I used this code to sort the password list.
import io
with io.open('result.txt', encoding='latin-1') as myfile:
data = myfile.readlines()
def partition(data, start, end):
pivot = data[end] # Partition around the last value
bottom = start-1 # Start outside the area to be partitioned
top = end # Ditto
done = 0
while not done: # Until all elements are partitioned...
while not done: # Until we find an out of place element...
bottom = bottom+1 # ... move the bottom up.
if bottom == top: # If we hit the top...
done = 1 # ... we are done.
break
if data[bottom] > pivot: # Is the bottom out of place?
data[top] = data[bottom] # Then put it at the top...
break # ... and start searching from the top.
while not done: # Until we find an out of place element...
top = top-1 # ... move the top down.
if top == bottom: # If we hit the bottom...
done = 1 # ... we are done.
break
if data[top] < pivot: # Is the top out of place?
data[bottom] = data[top] # Then put it at the bottom...
break # ...and start searching from the bottom.
data[top] = pivot # Put the pivot in its place.
return top # Return the split point
def quicksort(data, start, end):
if start < end: # If there are two or more elements...
split = partition(data, start, end) # ... partition the sublist...
quicksort(data, start, split-1)
quicksort(data, split+1, end)
quicksort(data, 0, (int(len(data))-1))
with io.open('final.txt', 'w', encoding='latin-1') as f:
for s in data:
f.write(s)
The sorted list looks something like this: whitespace, then symbols, then numbers, then capital letters (alphabetically sorted), then common letters (alphabetically sorted).
Do not write your own binary search, it's a bit tricky to get them right. Use bisect module instead.
from bisect import bisect_left
def binary_search(lst, el):
# returns lower bound of key `el` in list `lst`
index = bisect_left(lst, el)
# check that: (1) the lower bound is not at the end of the list and
# (2) the element at the index matches `el`
return index < len(lst) and lst[index] == el
Usage:
test = ["abc", "def", "ghi"]
print(binary_search(test, "def")) # True
print(binary_search(test, "xyz")) # False
You probably have a new line character at the end of each password after calling readlines, use rstrip() to remove it
Found = False
Password = user_input("Enter a password: ")

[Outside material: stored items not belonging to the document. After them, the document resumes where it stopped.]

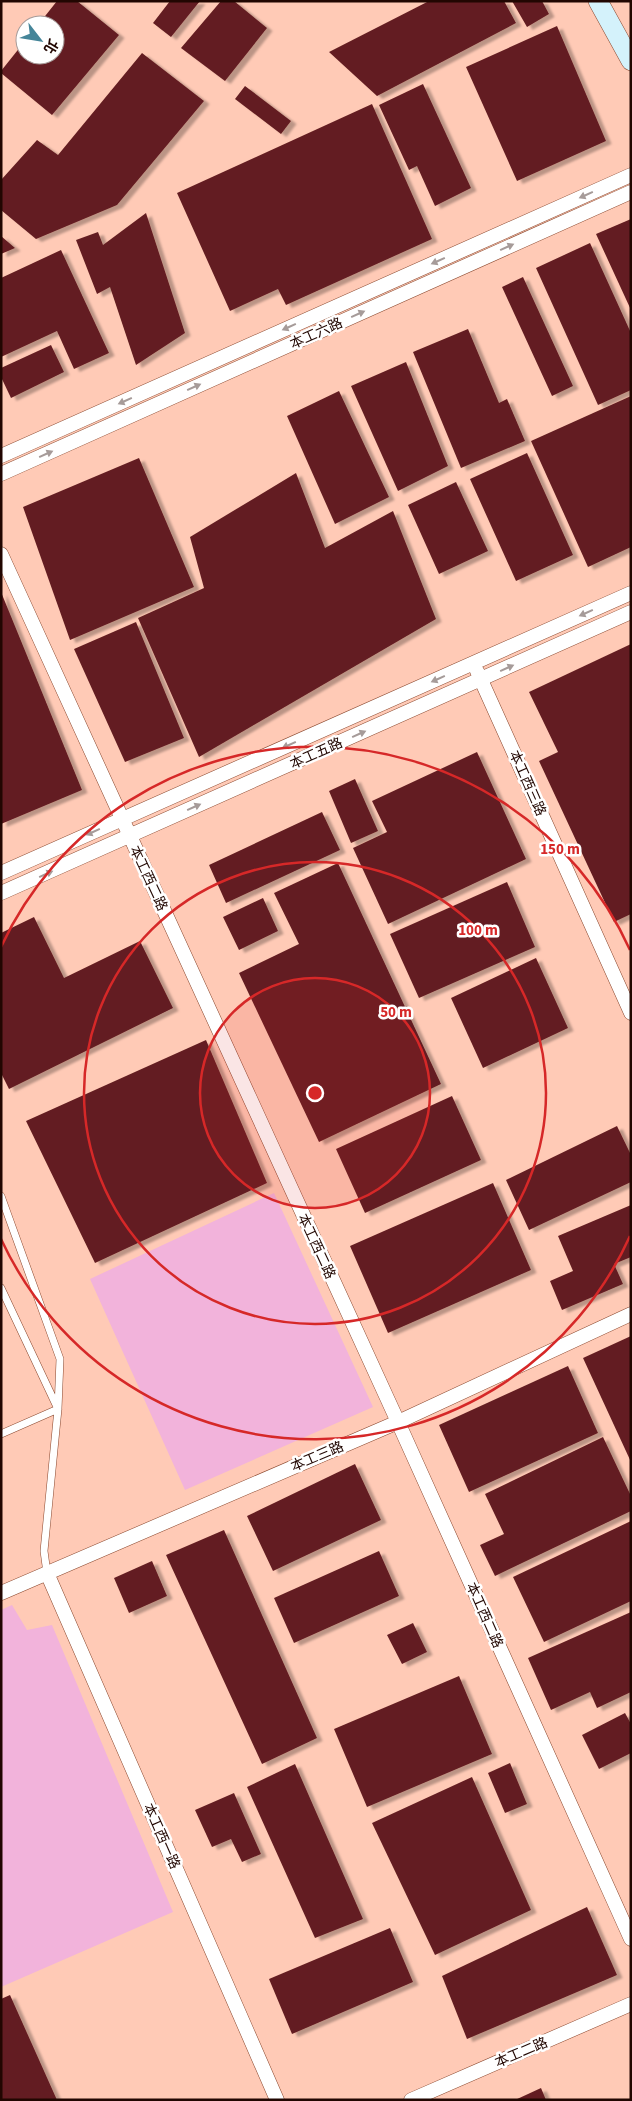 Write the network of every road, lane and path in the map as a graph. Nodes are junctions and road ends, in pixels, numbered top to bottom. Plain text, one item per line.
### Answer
1 (598, 1) edge
2 (631, 61) edge
3 (631, 175) edge
4 (631, 192) edge
5 (1, 456) edge
6 (1, 474) edge
7 (1, 554) edge
8 (631, 593) edge
9 (631, 612) edge
10 (474, 663) junction
11 (481, 679) junction
12 (122, 819) junction
13 (130, 836) junction
14 (1, 873) edge
15 (1, 893) edge
16 (631, 1012) edge
17 (1, 1196) edge
18 (1, 1288) edge
19 (631, 1314) edge
20 (58, 1408) junction
21 (398, 1422) junction
22 (1, 1434) edge
23 (47, 1572) junction
24 (1, 1593) edge
25 (631, 1939) edge
26 (631, 2004) edge
27 (276, 2100) edge
28 (411, 2100) edge

1 - 2 street
3 -> 5 street, 本工六路
6 -> 4 street, 本工六路
7 - 12 street, 本工西二路
8 -> 10 street, 本工五路
11 -> 9 street, 本工五路
10 - 11 street, 本工西三路
10 -> 12 street, 本工五路
13 -> 11 street, 本工五路
11 - 16 street, 本工西三路
12 - 13 street, 本工西二路
12 -> 14 street, 本工五路
15 -> 13 street, 本工五路
13 - 21 street, 本工西二路
17 - 20 lane
18 - 20 lane
19 - 21 street, 本工三路
20 - 22 lane
20 - 23 lane
21 - 23 street, 本工三路
21 - 25 street, 本工西二路
23 - 24 street, 本工三路
23 - 27 street, 本工西一路
26 - 28 street, 本工二路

with io.open('final.txt', encoding='latin-1') as myfile:
data = myfile.readlines()
low = 0
high = len(data)-1 #no need to cast to int, should be len()-1
while (low <= high) and not Found: #less than or equal to
mid = int((low+high)/2)
if data[mid].rstrip() == Password: #Remove newline character before compare
Found = True
break
elif Password < str(data[mid]):
high = mid - 1
elif Password > str(data[mid]):
low = mid + 1
If you only want to search the password in your list then In your code
data = myfile.readlines()
you have already taken all the passwords into the memory.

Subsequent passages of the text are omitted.